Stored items
- - -
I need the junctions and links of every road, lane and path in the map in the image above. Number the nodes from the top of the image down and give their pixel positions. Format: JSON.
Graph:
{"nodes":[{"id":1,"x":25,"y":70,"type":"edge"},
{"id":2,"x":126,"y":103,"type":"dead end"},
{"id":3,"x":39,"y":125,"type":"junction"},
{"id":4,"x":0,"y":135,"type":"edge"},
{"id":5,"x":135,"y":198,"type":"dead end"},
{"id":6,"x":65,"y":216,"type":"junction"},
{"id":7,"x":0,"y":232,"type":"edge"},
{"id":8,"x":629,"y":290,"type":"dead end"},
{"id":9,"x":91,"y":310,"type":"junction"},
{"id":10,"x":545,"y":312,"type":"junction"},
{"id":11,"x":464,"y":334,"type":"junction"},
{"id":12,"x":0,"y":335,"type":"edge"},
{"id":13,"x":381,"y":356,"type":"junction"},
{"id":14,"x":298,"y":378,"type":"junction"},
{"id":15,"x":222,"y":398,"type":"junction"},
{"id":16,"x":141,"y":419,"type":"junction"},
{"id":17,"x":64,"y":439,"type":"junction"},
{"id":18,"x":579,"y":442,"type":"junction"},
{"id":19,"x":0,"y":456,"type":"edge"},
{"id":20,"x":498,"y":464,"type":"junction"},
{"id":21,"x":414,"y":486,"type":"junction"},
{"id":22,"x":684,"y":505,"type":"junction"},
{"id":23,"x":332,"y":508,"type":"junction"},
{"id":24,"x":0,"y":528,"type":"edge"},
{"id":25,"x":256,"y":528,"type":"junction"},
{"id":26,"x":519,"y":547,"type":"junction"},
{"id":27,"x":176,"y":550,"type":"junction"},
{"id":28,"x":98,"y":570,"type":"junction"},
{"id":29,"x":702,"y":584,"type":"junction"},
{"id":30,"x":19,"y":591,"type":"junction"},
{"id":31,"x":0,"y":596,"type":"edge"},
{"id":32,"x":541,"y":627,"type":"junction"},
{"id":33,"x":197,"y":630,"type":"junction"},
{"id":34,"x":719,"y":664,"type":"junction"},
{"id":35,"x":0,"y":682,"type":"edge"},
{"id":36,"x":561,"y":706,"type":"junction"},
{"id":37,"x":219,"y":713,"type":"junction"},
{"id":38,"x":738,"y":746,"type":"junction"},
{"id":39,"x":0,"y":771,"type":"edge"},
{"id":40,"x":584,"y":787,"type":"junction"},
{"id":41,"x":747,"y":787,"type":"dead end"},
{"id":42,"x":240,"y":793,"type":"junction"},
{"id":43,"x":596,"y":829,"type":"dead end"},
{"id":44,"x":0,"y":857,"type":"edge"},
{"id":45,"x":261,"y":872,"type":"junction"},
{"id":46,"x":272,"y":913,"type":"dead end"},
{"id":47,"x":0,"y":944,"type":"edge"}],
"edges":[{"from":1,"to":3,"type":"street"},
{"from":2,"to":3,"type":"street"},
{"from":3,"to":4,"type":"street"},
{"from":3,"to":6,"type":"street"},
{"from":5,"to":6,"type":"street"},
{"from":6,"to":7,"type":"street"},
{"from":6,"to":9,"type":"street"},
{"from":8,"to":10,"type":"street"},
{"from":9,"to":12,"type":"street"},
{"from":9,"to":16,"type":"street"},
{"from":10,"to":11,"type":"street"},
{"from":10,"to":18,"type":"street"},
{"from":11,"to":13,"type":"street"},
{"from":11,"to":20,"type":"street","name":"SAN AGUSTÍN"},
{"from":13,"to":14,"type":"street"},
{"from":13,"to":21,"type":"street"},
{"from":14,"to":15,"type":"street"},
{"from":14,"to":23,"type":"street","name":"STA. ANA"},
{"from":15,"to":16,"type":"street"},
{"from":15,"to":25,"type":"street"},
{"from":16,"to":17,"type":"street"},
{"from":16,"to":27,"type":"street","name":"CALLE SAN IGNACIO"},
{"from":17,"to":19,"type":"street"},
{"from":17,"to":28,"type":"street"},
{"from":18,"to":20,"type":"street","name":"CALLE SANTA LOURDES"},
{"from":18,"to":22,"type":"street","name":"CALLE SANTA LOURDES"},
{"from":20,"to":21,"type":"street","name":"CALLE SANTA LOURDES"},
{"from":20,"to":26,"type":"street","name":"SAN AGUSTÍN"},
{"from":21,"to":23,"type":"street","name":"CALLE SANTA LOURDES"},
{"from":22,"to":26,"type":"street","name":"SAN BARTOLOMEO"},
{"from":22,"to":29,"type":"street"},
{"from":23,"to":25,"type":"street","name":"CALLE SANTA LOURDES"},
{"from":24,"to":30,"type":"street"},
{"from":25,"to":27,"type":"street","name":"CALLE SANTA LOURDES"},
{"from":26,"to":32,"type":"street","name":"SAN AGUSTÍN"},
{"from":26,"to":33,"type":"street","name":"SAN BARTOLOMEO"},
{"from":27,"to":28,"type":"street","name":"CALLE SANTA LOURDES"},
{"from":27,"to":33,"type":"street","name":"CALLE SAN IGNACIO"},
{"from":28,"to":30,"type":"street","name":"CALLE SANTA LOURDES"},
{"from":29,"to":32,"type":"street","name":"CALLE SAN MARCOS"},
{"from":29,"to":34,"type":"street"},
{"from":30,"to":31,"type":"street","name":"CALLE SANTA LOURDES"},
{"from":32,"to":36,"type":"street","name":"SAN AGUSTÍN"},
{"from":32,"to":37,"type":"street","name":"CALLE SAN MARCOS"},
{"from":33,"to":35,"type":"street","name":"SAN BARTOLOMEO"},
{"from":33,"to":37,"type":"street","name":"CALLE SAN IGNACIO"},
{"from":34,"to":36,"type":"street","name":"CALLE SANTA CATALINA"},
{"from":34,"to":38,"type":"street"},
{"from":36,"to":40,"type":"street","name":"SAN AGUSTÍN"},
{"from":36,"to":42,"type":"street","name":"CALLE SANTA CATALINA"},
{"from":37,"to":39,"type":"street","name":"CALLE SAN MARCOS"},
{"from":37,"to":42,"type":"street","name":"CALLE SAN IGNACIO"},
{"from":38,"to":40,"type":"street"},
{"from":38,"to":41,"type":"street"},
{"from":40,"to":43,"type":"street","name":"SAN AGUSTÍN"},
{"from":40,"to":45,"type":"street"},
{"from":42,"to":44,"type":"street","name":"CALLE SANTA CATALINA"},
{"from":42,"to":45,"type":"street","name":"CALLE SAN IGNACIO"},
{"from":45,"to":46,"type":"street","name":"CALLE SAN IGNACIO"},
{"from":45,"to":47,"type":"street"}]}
- - -
## YOUR ASSIGNMENT:
The string "AGUSTÍN" appears on some lines of the data; count those lines and report only how many there are.

## TASK RESPONSE:
6